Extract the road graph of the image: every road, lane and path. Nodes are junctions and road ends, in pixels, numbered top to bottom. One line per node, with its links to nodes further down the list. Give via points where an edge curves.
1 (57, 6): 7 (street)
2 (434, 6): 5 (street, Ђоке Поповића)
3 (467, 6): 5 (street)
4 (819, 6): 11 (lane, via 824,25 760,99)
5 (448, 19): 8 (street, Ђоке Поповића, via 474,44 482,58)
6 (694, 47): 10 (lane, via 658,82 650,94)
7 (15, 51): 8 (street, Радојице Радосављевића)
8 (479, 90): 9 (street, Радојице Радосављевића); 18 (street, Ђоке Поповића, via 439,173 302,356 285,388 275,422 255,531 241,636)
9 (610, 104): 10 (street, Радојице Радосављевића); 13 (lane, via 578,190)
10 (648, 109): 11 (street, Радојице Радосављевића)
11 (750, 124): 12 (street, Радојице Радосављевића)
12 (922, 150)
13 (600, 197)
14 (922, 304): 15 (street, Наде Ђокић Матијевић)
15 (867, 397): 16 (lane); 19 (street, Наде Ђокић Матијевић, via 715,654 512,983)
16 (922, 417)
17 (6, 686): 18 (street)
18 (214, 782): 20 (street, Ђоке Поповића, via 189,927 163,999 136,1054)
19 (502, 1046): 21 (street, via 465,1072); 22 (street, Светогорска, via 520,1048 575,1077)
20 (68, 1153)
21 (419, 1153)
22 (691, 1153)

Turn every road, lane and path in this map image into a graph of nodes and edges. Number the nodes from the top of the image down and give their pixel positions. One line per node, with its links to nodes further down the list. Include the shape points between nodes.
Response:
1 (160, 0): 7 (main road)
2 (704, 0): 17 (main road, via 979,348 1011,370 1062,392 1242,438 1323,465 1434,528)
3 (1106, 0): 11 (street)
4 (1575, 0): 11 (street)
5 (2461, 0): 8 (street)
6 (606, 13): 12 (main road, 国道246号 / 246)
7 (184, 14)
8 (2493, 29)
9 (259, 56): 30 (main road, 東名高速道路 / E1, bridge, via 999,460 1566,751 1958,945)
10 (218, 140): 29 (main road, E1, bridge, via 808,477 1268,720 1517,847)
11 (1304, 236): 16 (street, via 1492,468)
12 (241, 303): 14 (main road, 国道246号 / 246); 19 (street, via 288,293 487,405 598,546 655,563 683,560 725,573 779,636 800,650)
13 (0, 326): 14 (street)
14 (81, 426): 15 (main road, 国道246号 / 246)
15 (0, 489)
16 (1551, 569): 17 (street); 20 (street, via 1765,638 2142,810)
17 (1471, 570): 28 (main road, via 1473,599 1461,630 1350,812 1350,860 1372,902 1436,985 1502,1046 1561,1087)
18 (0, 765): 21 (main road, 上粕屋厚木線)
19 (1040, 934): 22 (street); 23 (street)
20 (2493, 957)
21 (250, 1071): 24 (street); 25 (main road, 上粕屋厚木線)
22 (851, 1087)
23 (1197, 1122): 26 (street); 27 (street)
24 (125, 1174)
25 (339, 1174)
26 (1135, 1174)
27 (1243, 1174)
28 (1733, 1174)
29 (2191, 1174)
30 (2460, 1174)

_Aim of the exercise:_
Copy every line of the listing above exactly.

_Answer box:_
Extract the road graph of the image: every road, lane and path. Nodes are junctions and road ends, in pixels, numbered top to bottom. One line per node, with its links to nodes further down the list. Give via points where an edge curves.
1 (57, 6): 7 (street)
2 (434, 6): 5 (street, Ђоке Поповића)
3 (467, 6): 5 (street)
4 (819, 6): 11 (lane, via 824,25 760,99)
5 (448, 19): 8 (street, Ђоке Поповића, via 474,44 482,58)
6 (694, 47): 10 (lane, via 658,82 650,94)
7 (15, 51): 8 (street, Радојице Радосављевића)
8 (479, 90): 9 (street, Радојице Радосављевића); 18 (street, Ђоке Поповића, via 439,173 302,356 285,388 275,422 255,531 241,636)
9 (610, 104): 10 (street, Радојице Радосављевића); 13 (lane, via 578,190)
10 (648, 109): 11 (street, Радојице Радосављевића)
11 (750, 124): 12 (street, Радојице Радосављевића)
12 (922, 150)
13 (600, 197)
14 (922, 304): 15 (street, Наде Ђокић Матијевић)
15 (867, 397): 16 (lane); 19 (street, Наде Ђокић Матијевић, via 715,654 512,983)
16 (922, 417)
17 (6, 686): 18 (street)
18 (214, 782): 20 (street, Ђоке Поповића, via 189,927 163,999 136,1054)
19 (502, 1046): 21 (street, via 465,1072); 22 (street, Светогорска, via 520,1048 575,1077)
20 (68, 1153)
21 (419, 1153)
22 (691, 1153)

Turn every road, lane and path in this map image into a graph of nodes and edges. Number the nodes from the top of the image down and give their pixel positions. One line per node, with its links to nodes further down the list. Include the shape points between nodes.
Response:
1 (160, 0): 7 (main road)
2 (704, 0): 17 (main road, via 979,348 1011,370 1062,392 1242,438 1323,465 1434,528)
3 (1106, 0): 11 (street)
4 (1575, 0): 11 (street)
5 (2461, 0): 8 (street)
6 (606, 13): 12 (main road, 国道246号 / 246)
7 (184, 14)
8 (2493, 29)
9 (259, 56): 30 (main road, 東名高速道路 / E1, bridge, via 999,460 1566,751 1958,945)
10 (218, 140): 29 (main road, E1, bridge, via 808,477 1268,720 1517,847)
11 (1304, 236): 16 (street, via 1492,468)
12 (241, 303): 14 (main road, 国道246号 / 246); 19 (street, via 288,293 487,405 598,546 655,563 683,560 725,573 779,636 800,650)
13 (0, 326): 14 (street)
14 (81, 426): 15 (main road, 国道246号 / 246)
15 (0, 489)
16 (1551, 569): 17 (street); 20 (street, via 1765,638 2142,810)
17 (1471, 570): 28 (main road, via 1473,599 1461,630 1350,812 1350,860 1372,902 1436,985 1502,1046 1561,1087)
18 (0, 765): 21 (main road, 上粕屋厚木線)
19 (1040, 934): 22 (street); 23 (street)
20 (2493, 957)
21 (250, 1071): 24 (street); 25 (main road, 上粕屋厚木線)
22 (851, 1087)
23 (1197, 1122): 26 (street); 27 (street)
24 (125, 1174)
25 (339, 1174)
26 (1135, 1174)
27 (1243, 1174)
28 (1733, 1174)
29 (2191, 1174)
30 (2460, 1174)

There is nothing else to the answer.